[What the task asks] Examine each line of the data. Copy those that contain the string "tunnel".

Stored data
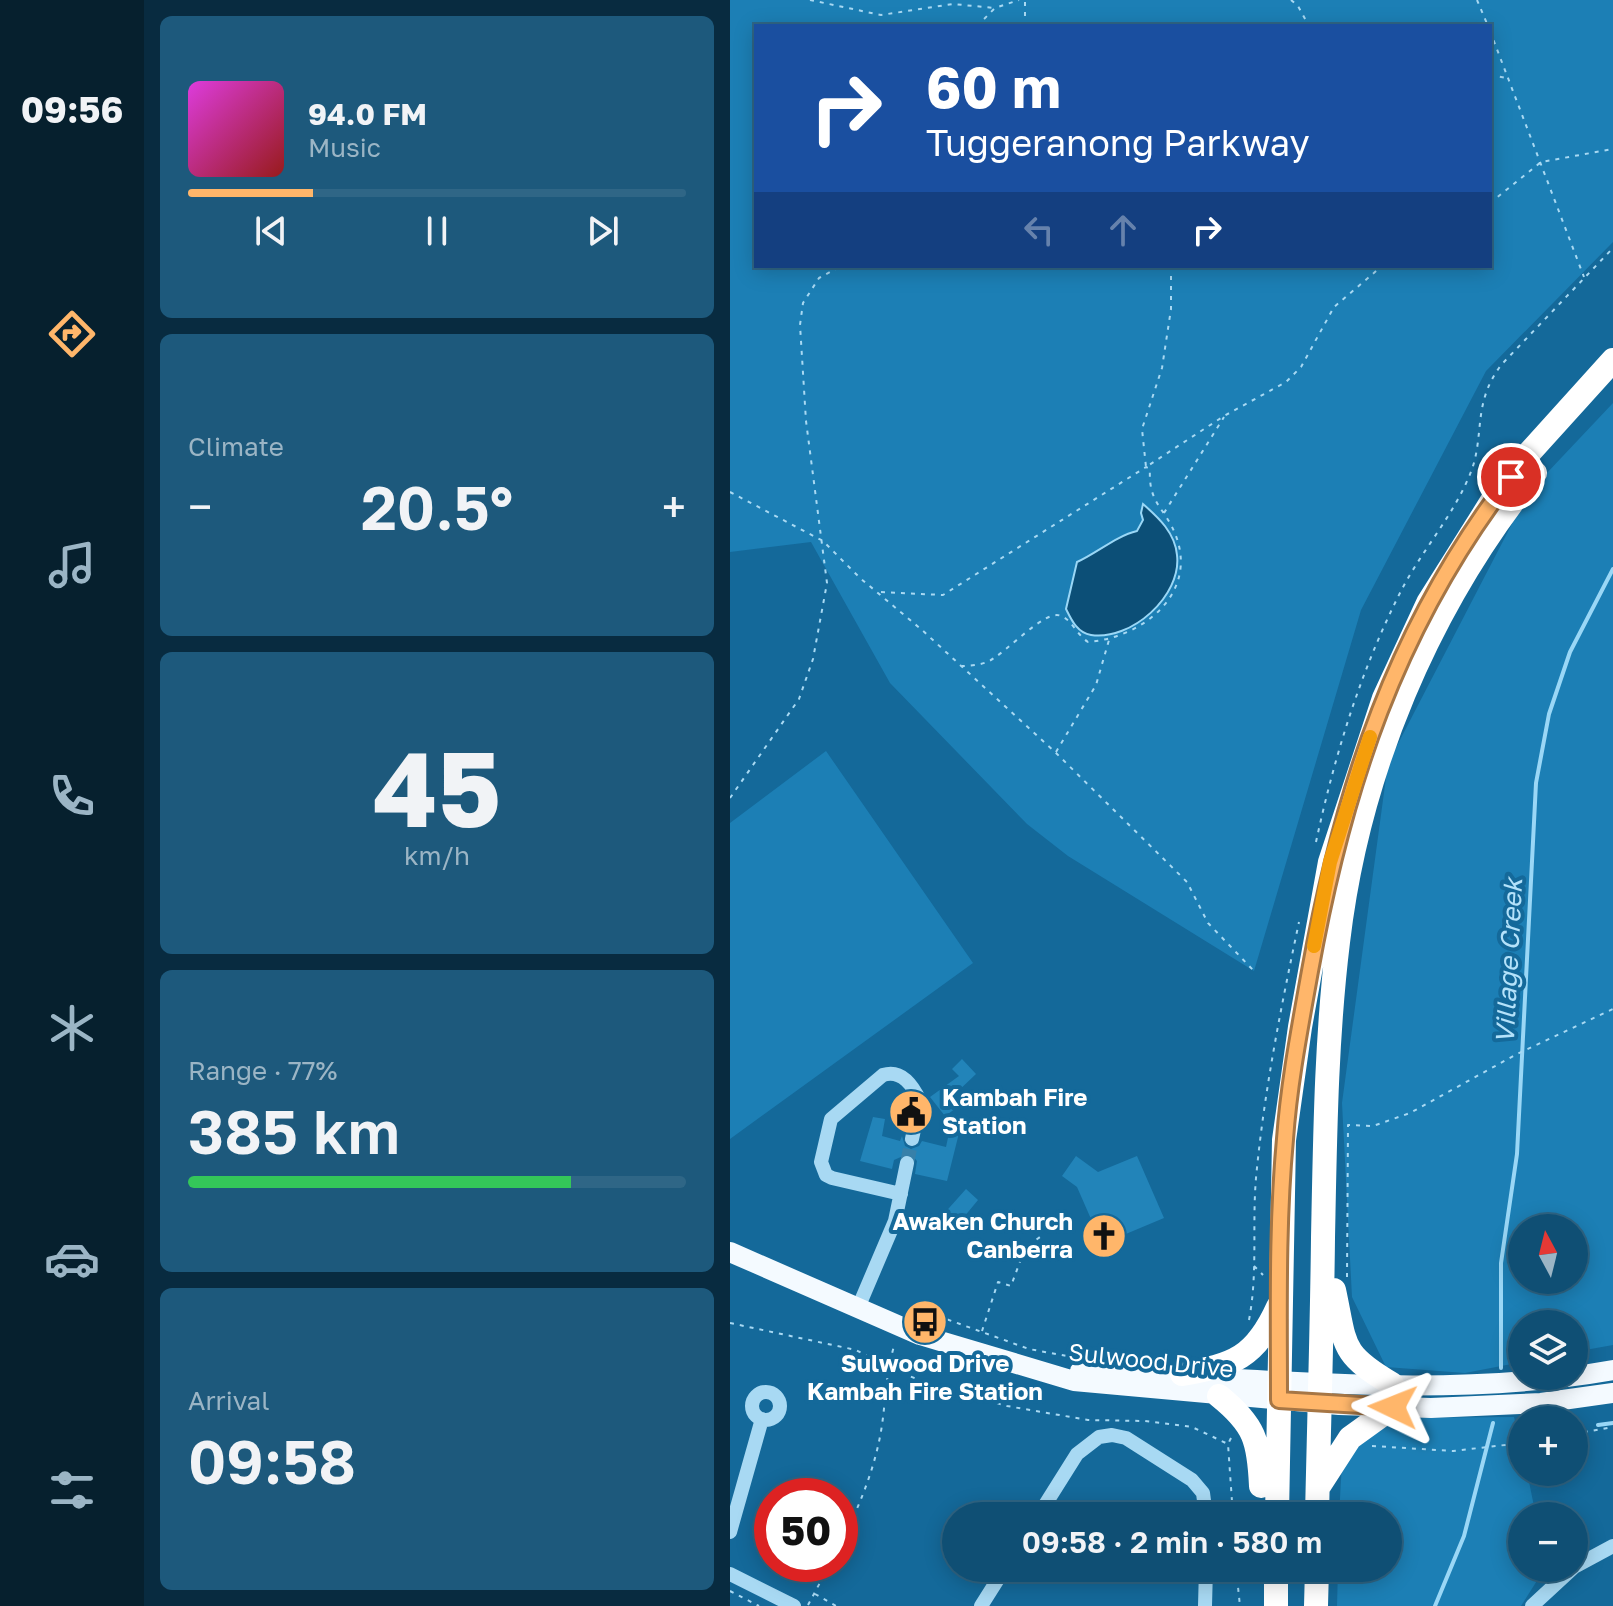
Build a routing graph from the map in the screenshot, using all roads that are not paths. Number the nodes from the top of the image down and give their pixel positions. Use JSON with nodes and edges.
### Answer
{"nodes":[{"id":1,"x":1613,"y":360,"type":"edge"},
{"id":2,"x":1613,"y":384,"type":"edge"},
{"id":3,"x":912,"y":1139,"type":"tunnel mouth"},
{"id":4,"x":907,"y":1163,"type":"tunnel mouth"},
{"id":5,"x":901,"y":1194,"type":"junction"},
{"id":6,"x":1323,"y":1240,"type":"junction"},
{"id":7,"x":730,"y":1252,"type":"edge"},
{"id":8,"x":1281,"y":1299,"type":"junction"},
{"id":9,"x":858,"y":1308,"type":"junction"},
{"id":10,"x":1183,"y":1364,"type":"junction"},
{"id":11,"x":1020,"y":1366,"type":"junction"},
{"id":12,"x":1613,"y":1370,"type":"edge"},
{"id":13,"x":1279,"y":1390,"type":"junction"},
{"id":14,"x":1320,"y":1392,"type":"junction"},
{"id":15,"x":1613,"y":1393,"type":"edge"},
{"id":16,"x":1219,"y":1396,"type":"junction"},
{"id":17,"x":1392,"y":1396,"type":"junction"},
{"id":18,"x":762,"y":1419,"type":"dead end"},
{"id":19,"x":1318,"y":1488,"type":"junction"},
{"id":20,"x":1047,"y":1502,"type":"edge"},
{"id":21,"x":1204,"y":1502,"type":"edge"},
{"id":22,"x":1264,"y":1502,"type":"edge"},
{"id":23,"x":1277,"y":1502,"type":"edge"},
{"id":24,"x":1318,"y":1502,"type":"edge"},
{"id":25,"x":730,"y":1532,"type":"edge"},
{"id":26,"x":1613,"y":1546,"type":"edge"},
{"id":27,"x":1588,"y":1560,"type":"edge"},
{"id":28,"x":730,"y":1574,"type":"edge"},
{"id":29,"x":996,"y":1582,"type":"edge"},
{"id":30,"x":1206,"y":1582,"type":"edge"},
{"id":31,"x":1276,"y":1582,"type":"edge"},
{"id":32,"x":1317,"y":1582,"type":"edge"},
{"id":33,"x":1558,"y":1582,"type":"edge"},
{"id":34,"x":794,"y":1606,"type":"edge"},
{"id":35,"x":981,"y":1606,"type":"edge"},
{"id":36,"x":1205,"y":1606,"type":"edge"},
{"id":37,"x":1276,"y":1606,"type":"edge"},
{"id":38,"x":1316,"y":1606,"type":"edge"},
{"id":39,"x":1532,"y":1606,"type":"edge"}],
"edges":[{"from":1,"to":8,"type":"highway"},
{"from":2,"to":6,"type":"highway"},
{"from":3,"to":5,"type":"street"},
{"from":4,"to":5,"type":"street"},
{"from":5,"to":9,"type":"street"},
{"from":6,"to":14,"type":"highway"},
{"from":6,"to":17,"type":"highway"},
{"from":7,"to":9,"type":"main road","name":"Sulwood Drive"},
{"from":8,"to":10,"type":"highway"},
{"from":8,"to":13,"type":"highway"},
{"from":9,"to":11,"type":"main road","name":"Sulwood Drive"},
{"from":10,"to":11,"type":"main road","name":"Sulwood Drive"},
{"from":10,"to":13,"type":"main road","name":"Sulwood Drive"},
{"from":11,"to":16,"type":"main road","name":"Sulwood Drive"},
{"from":12,"to":17,"type":"main road","name":"Sulwood Drive"},
{"from":13,"to":14,"type":"main road","name":"Sulwood Drive"},
{"from":13,"to":16,"type":"main road","name":"Sulwood Drive"},
{"from":13,"to":23,"type":"highway"},
{"from":14,"to":17,"type":"main road","name":"Sulwood Drive"},
{"from":14,"to":19,"type":"highway"},
{"from":15,"to":17,"type":"main road","name":"Sulwood Drive"},
{"from":16,"to":22,"type":"highway"},
{"from":17,"to":19,"type":"highway"},
{"from":18,"to":25,"type":"street"},
{"from":19,"to":24,"type":"highway"},
{"from":20,"to":21,"type":"street"},
{"from":26,"to":27,"type":"street"},
{"from":28,"to":34,"type":"street"},
{"from":29,"to":35,"type":"street"},
{"from":30,"to":36,"type":"street"},
{"from":31,"to":37,"type":"highway"},
{"from":32,"to":38,"type":"highway"},
{"from":33,"to":39,"type":"street"}]}
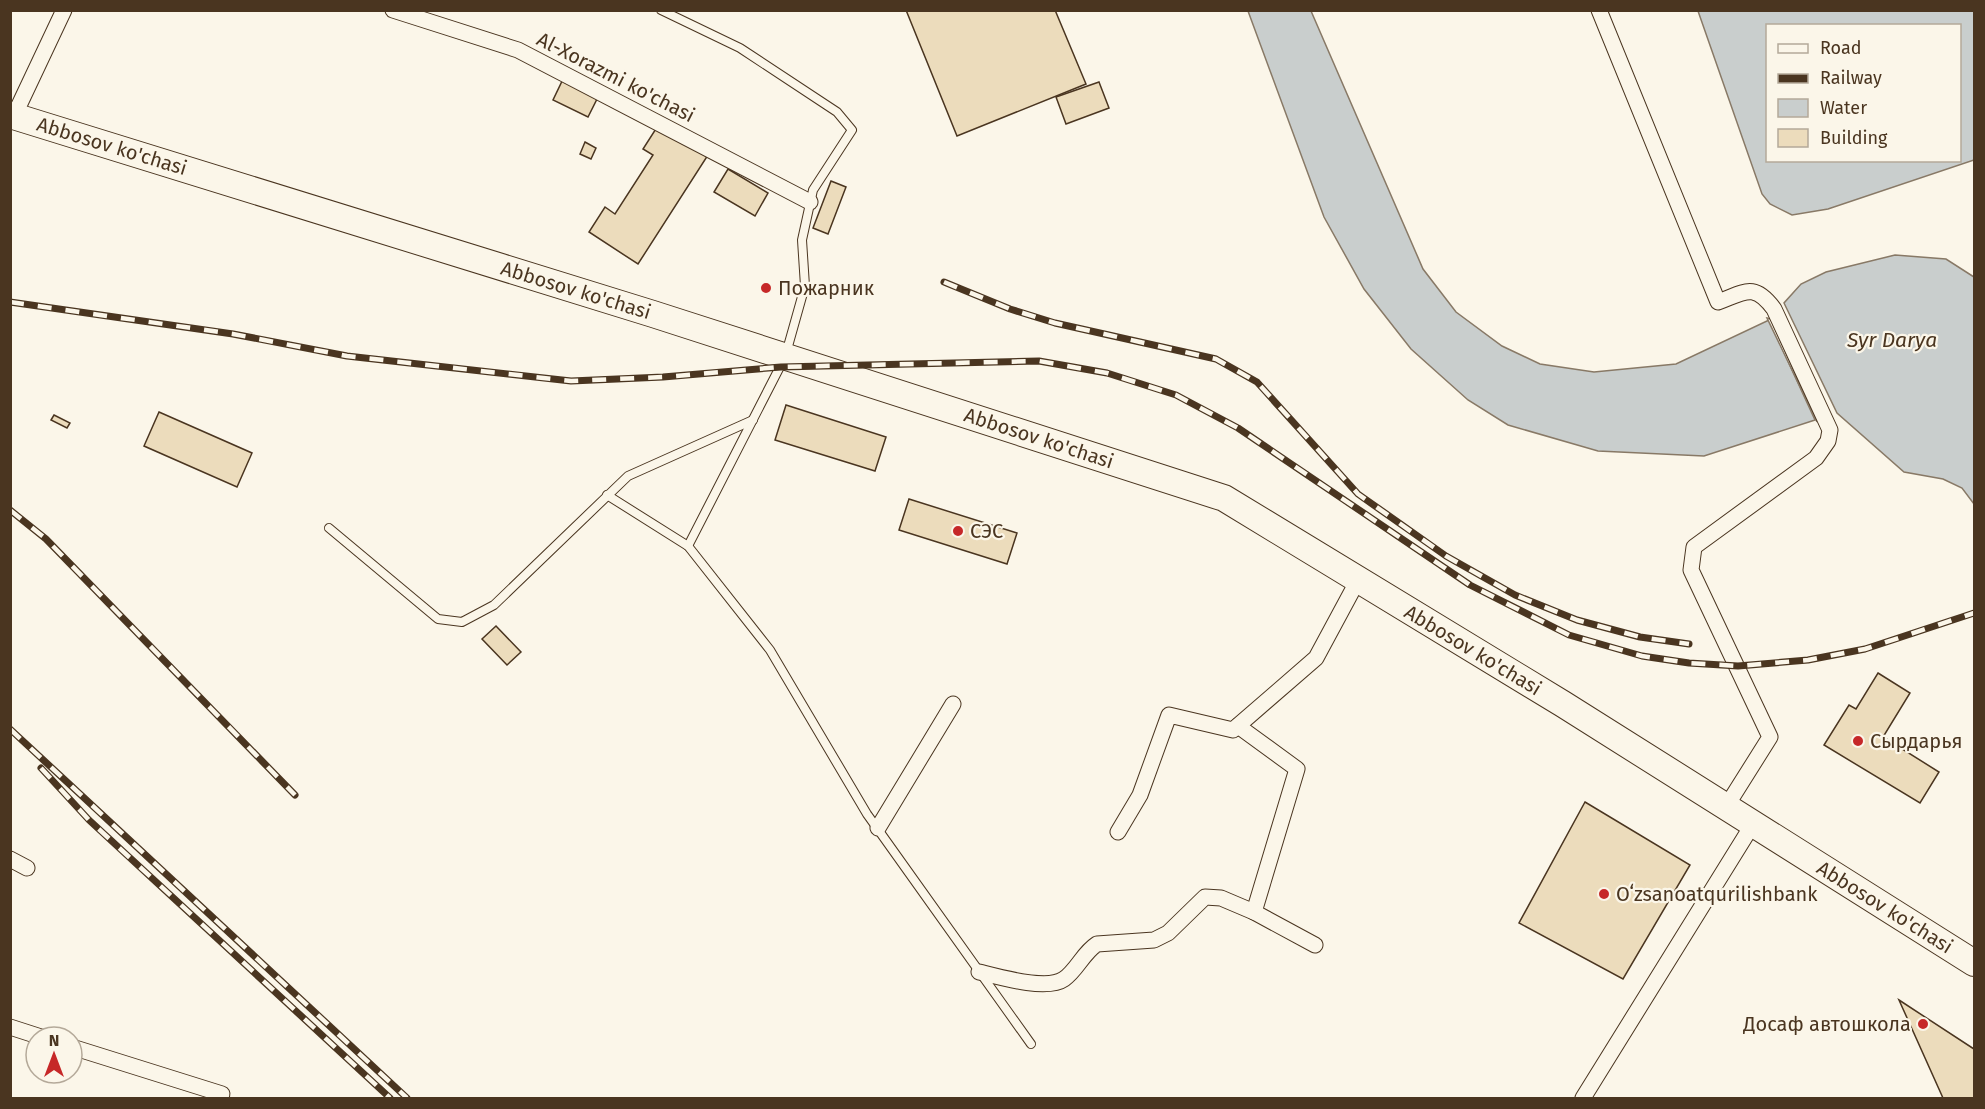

[Solved exercise]
{"id":3,"x":912,"y":1139,"type":"tunnel mouth"},
{"id":4,"x":907,"y":1163,"type":"tunnel mouth"},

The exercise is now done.